Pavel Yarmolenko, PhD, is a biomedical engineer who is working primarily on development and clinical translation of novel pediatric applications of Magnetic Resonance-guided High Intensity Focused Ultrasound (MR-HIFU) at the Sheikh Zayed Institute. This technology has shown promise as a non-invasive alternative to surgical intervention, a means of locally targeting drug delivery as well as a local modulator of immune response.

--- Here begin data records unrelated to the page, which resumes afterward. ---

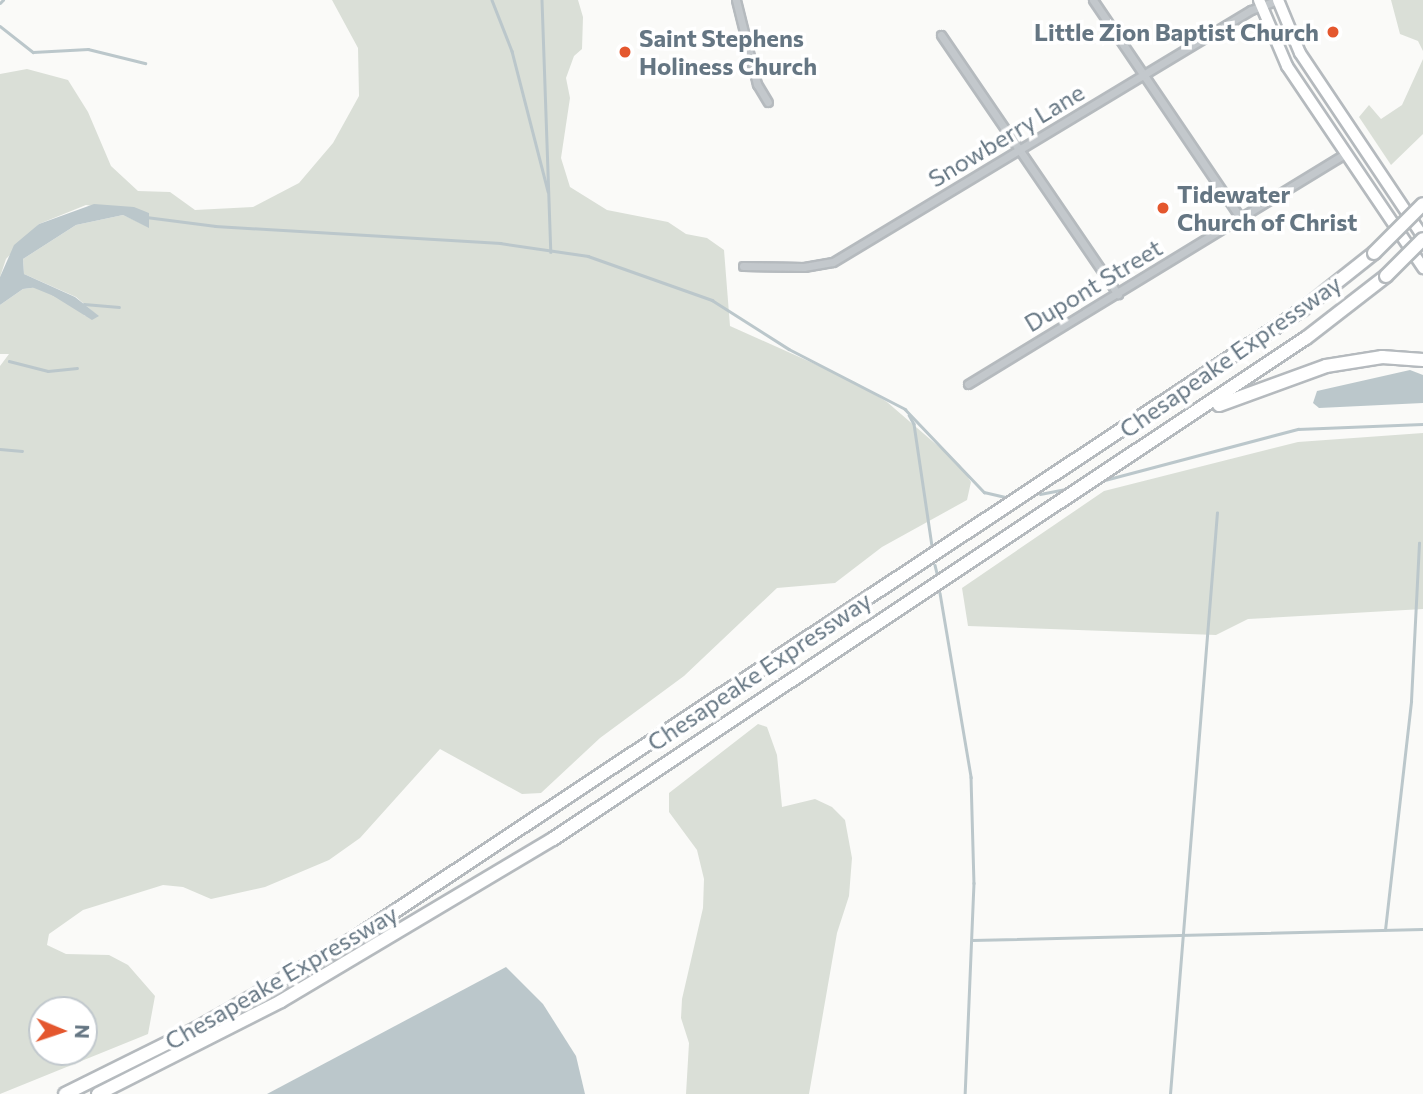 <!DOCTYPE html>
<style>
body{margin:0}
#map{position:relative;width:1423px;height:1094px;overflow:hidden;background:#fafaf8;font-family:Commissioner,sans-serif}
div>[style]{position:absolute}
[style*='--x']{left:calc(var(--x)*1px);top:calc(var(--y)*1px);width:calc(var(--w)*1px);rotate:calc(var(--a)*1deg)}
.green>*{inset:0;background:#dadfd7}
.water>*{inset:0;background:#bbc7cb}
.stream>*{height:2.5px;margin:-1.25px;padding:0 1.25px;transform-origin:1.25px;border-radius:1.25px;background:#bbc7cb}
.roads{filter:drop-shadow(2px 0 #b5babe) drop-shadow(-2px 0 #b5babe) drop-shadow(0 2px #b5babe) drop-shadow(0 -2px #b5babe)}
.street>*{height:7px;margin:-3.5px;padding:0 3.5px;transform-origin:3.5px;border-radius:3.5px;background:#c3c8cc}
.primary>*{height:10px;margin:-5px;padding:0 5px;transform-origin:5px;border-radius:5px;background:#fff}
.highway>*{height:12px;margin:-6px;padding:0 6px;transform-origin:6px;border-radius:6px;background:#fff}
.bridges{filter:drop-shadow(2px 0 #b4b9bd) drop-shadow(-2px 0 #b4b9bd) drop-shadow(0 2px #b4b9bd) drop-shadow(0 -2px #b4b9bd)}
.highway-bridge>*{height:12px;margin:-6px;padding:0 6px;transform-origin:6px;border-radius:6px;background:#fff}
.dots>*{width:19px;height:19px;translate:-50% -50%;box-sizing:border-box;border:4px solid #fff;border-radius:50%}
span{translate:-50% -50%;white-space:nowrap;text-align:center;line-height:1.15;-webkit-text-stroke:7px #fff;paint-order:stroke}
.poi-label{font-size:24px;color:#657683;font-weight:700}
.right{translate:-100% -50%;text-align:right}
.left{translate:0 -50%;text-align:left}
.street-label{font-size:24px;color:#657683}
.north{position:absolute;left:28px;top:996px;width:70px;height:70px;box-sizing:border-box;background:#fff;border:2px solid #c1c8cd;border-radius:50%;rotate:92deg;font-size:19px;font-weight:700;line-height:28px;text-align:center;color:#657683}
.north::after{content:'';display:block;margin:auto;width:24px;height:32px;background:#e4572e;clip-path:polygon(50% 0,100% 100%,50% 72%,0 100%)}
</style>
<div id="map">
<div class="green">
<div style="clip-path:polygon(evenodd,332px 0,578px 0,583px 17px,582px 49px,574px 56px,566px 78px,570px 98px,561px 158px,570px 187px,607px 210px,668px 222px,686px 234px,707px 238px,724px 250px,730px 326px,855px 382px,887px 402px,960px 465px,971px 482px,967px 500px,882px 547px,835px 583px,777px 588px,684px 676px,600px 738px,541px 793px,522px 794px,440px 749px,360px 838px,329px 860px,265px 887px,211px 899px,183px 887px,163px 885px,83px 910px,49px 934px,47px 945px,66px 954px,109px 955px,128px 965px,155px 996px,148px 1034px,0 1094px,0 366px,9px 354px,0 354px,0 305px,23px 289px,39px 287px,80px 309px,85px 316px,98px 316px,76px 297px,24px 274px,23px 259px,76px 225px,123px 215px,149px 227px,149px 213px,86px 205px,39px 224px,6px 259px,0 277px,0 74px,27px 69px,68px 80px,88px 112px,111px 166px,138px 191px,170px 192px,195px 210px,253px 207px,299px 183px,333px 143px,359px 96px,358px 48px,332px 0,42px 1010px,84px 1010px,84px 1052px,42px 1052px,42px 1010px)"></div>
<div style="clip-path:polygon(1391px 0,1423px 0,1423px 51px,1418px 41px,1400px 34px)"></div>
<div style="clip-path:polygon(1423px 59px,1423px 134px,1391px 165px,1359px 117px,1369px 105px,1381px 119px,1402px 105px)"></div>
<div style="clip-path:polygon(1423px 433px,1423px 609px,1248px 619px,1216px 635px,968px 626px,962px 588px,1104px 491px,1298px 442px)"></div>
<div style="clip-path:polygon(758px 724px,767px 727px,777px 755px,782px 807px,815px 799px,832px 807px,845px 820px,852px 858px,849px 896px,837px 933px,809px 1094px,686px 1094px,689px 1043px,681px 1018px,682px 999px,703px 908px,704px 879px,697px 850px,669px 812px,669px 793px)"></div>
</div>
<div class="water">
<div style="clip-path:polygon(94px 204px,134px 207px,149px 213px,149px 228px,123px 215px,76px 225px,23px 259px,24px 274px,75px 297px,99px 316px,92px 320px,39px 287px,23px 289px,0 305px,0 277px,14px 245px,39px 224px)"></div>
<div style="clip-path:polygon(1410px 370px,1423px 375px,1423px 403px,1319px 408px,1313px 403px,1317px 391px)"></div>
<div style="clip-path:polygon(506px 967px,543px 1004px,576px 1056px,585px 1094px,267px 1094px)"></div>
</div>
<div class="stream">
<div style="--x:492;--y:0;--w:55;--a:68.6"></div>
<div style="--x:512;--y:51;--w:145;--a:75.6"></div>
<div style="--x:542;--y:0;--w:252;--a:88"></div>
<div style="--x:0;--y:3;--w:4;--a:-45"></div>
<div style="--x:0;--y:26;--w:42;--a:38.2"></div>
<div style="--x:33;--y:52;--w:55;--a:-3.1"></div>
<div style="--x:88;--y:49;--w:59;--a:13.8"></div>
<div style="--x:146;--y:217;--w:70;--a:7.4"></div>
<div style="--x:215;--y:226;--w:286;--a:3.4"></div>
<div style="--x:500;--y:243;--w:89;--a:8.4"></div>
<div style="--x:588;--y:256;--w:132;--a:19.5"></div>
<div style="--x:712;--y:300;--w:91;--a:32.5"></div>
<div style="--x:789;--y:349;--w:131;--a:27.3"></div>
<div style="--x:905;--y:409;--w:115;--a:46.4"></div>
<div style="--x:984;--y:492;--w:27;--a:13"></div>
<div style="--x:34;--y:286;--w:22;--a:22"></div>
<div style="--x:84;--y:304;--w:35;--a:5"></div>
<div style="--x:9;--y:361;--w:40;--a:14.4"></div>
<div style="--x:48;--y:371;--w:29;--a:-6"></div>
<div style="--x:909;--y:415;--w:10;--a:61"></div>
<div style="--x:914;--y:424;--w:123;--a:81.6"></div>
<div style="--x:0;--y:449;--w:22;--a:5"></div>
<div style="--x:1101;--y:481;--w:204;--a:-14.8"></div>
<div style="--x:1298;--y:429;--w:125;--a:-2.3"></div>
<div style="--x:1040;--y:494;--w:26;--a:-11"></div>
<div style="--x:935;--y:565;--w:8;--a:76"></div>
<div style="--x:940;--y:593;--w:187;--a:80.4"></div>
<div style="--x:971;--y:777;--w:106;--a:88.4"></div>
<div style="--x:974;--y:883;--w:211;--a:92.4"></div>
<div style="--x:1385;--y:930;--w:230;--a:-83.5"></div>
<div style="--x:1411;--y:701;--w:158;--a:-87.1"></div>
<div style="--x:972;--y:940;--w:451;--a:-1.4"></div>
<div style="--x:1170;--y:1094;--w:583;--a:-85.38"></div>
</div>
<div class="roads">
<div class="street">
<div style="--x:736;--y:0;--w:87;--a:76"></div>
<div style="--x:757;--y:84;--w:21;--a:59"></div>
<div style="--x:1093;--y:0;--w:262;--a:55.9"></div>
<div style="--x:941;--y:35;--w:314;--a:55.7"></div>
<div style="--x:743;--y:266;--w:61;--a:0.9"></div>
<div style="--x:804;--y:267;--w:29;--a:-10"></div>
<div style="--x:833;--y:262;--w:488;--a:-31.1"></div>
<div style="--x:1251;--y:10;--w:29;--a:-20"></div>
<div style="--x:968;--y:384;--w:442;--a:-31.4"></div>
</div>
<div class="primary">
<div style="--x:1259;--y:0;--w:72;--a:67"></div>
<div style="--x:1287;--y:66;--w:244;--a:56"></div>
<div style="--x:1278;--y:0;--w:57;--a:67.5"></div>
<div style="--x:1300;--y:53;--w:221;--a:56.2"></div>
</div>
<div class="highway">
<div style="--x:1219;--y:405;--w:114;--a:-20"></div>
<div style="--x:1326;--y:366;--w:57;--a:-9.1"></div>
<div style="--x:1382;--y:357;--w:41;--a:4.2"></div>
<div style="--x:65;--y:1094;--w:146;--a:-26.4"></div>
<div style="--x:196;--y:1029;--w:181;--a:-29.8"></div>
<div style="--x:353;--y:939;--w:1139;--a:-33.54"></div>
<div style="--x:1302;--y:310;--w:92;--a:-38.4"></div>
<div style="--x:98;--y:1094;--w:205;--a:-26.9"></div>
<div style="--x:281;--y:1001;--w:317;--a:-30.8"></div>
<div style="--x:553;--y:839;--w:904;--a:-33.64"></div>
<div style="--x:1306;--y:338;--w:101;--a:-37.8"></div>
</div>
</div>
<div class="bridges">
<div class="highway-bridge">
<div style="--x:1374;--y:253;--w:69;--a:-45"></div>
<div style="--x:1386;--y:276;--w:52;--a:-45"></div>
</div>
</div>
<div class="dots">
<div style="left:1333px;top:32px;background:#e4572e"></div>
<div style="left:625px;top:52px;background:#e4572e"></div>
<div style="left:1163px;top:208px;background:#e4572e"></div>
</div>
<div class="poi-label">
<span class="right" style="left:1319px;top:32px">Little Zion Baptist Church</span>
<span class="left" style="left:639px;top:52px">Saint Stephens<br>Holiness Church</span>
<span class="left" style="left:1177px;top:208px">Tidewater<br>Church of Christ</span>
</div>
<div class="street-label">
<span style="left:1006px;top:135px;rotate:-31deg">Snowberry Lane</span>
<span style="left:1093px;top:285px;rotate:-31deg">Dupont Street</span>
<span style="left:1230px;top:356px;rotate:-35deg">Chesapeake Expressway</span>
<span style="left:759px;top:671px;rotate:-34deg">Chesapeake Expressway</span>
<span style="left:281px;top:977px;rotate:-30deg">Chesapeake Expressway</span>
</div>
<div class="north">N</div>
</div>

As medicine becomes increasingly interdisciplinary, image-guided noninvasive and minimally invasive therapeutic approaches, such as those offered by MR-HIFU, clearly offer an exciting and promising alternatives to traditional treatments and point to new possibilities for combination treatment. In close collaboration other groups, Pavel 's current work seeks to further develop MR-HIFU-based ablative as well as mild hyperthermic heating alone and in combination with drug delivery systems. The possibilities offered by these new approaches are especially promising for pediatric medicine, as they offer potentially efficacious treatment without the need for scalpels, needles, or ionizing radiation.
This research direction is a natural continuation of Pavel's doctoral thesis work on development of image-guided local drug delivery with a combination of temperature-sensitive liposomes and MR-HIFU-mediated local mild hyperthermia. During his doctoral work, Pavel enjoyed the mentorship and deep insight of Dr. Mark Dewhirst at Duke University as well as Dr. Bradford Wood and Dr. Matthew Dreher at the National Institutes of Health. At SZI, Pavel is excited to join an interdisciplinary team of scientists, engineers and clinicians who are working towards introducing safer and less traumatic therapeutic regimens to pediatric medicine.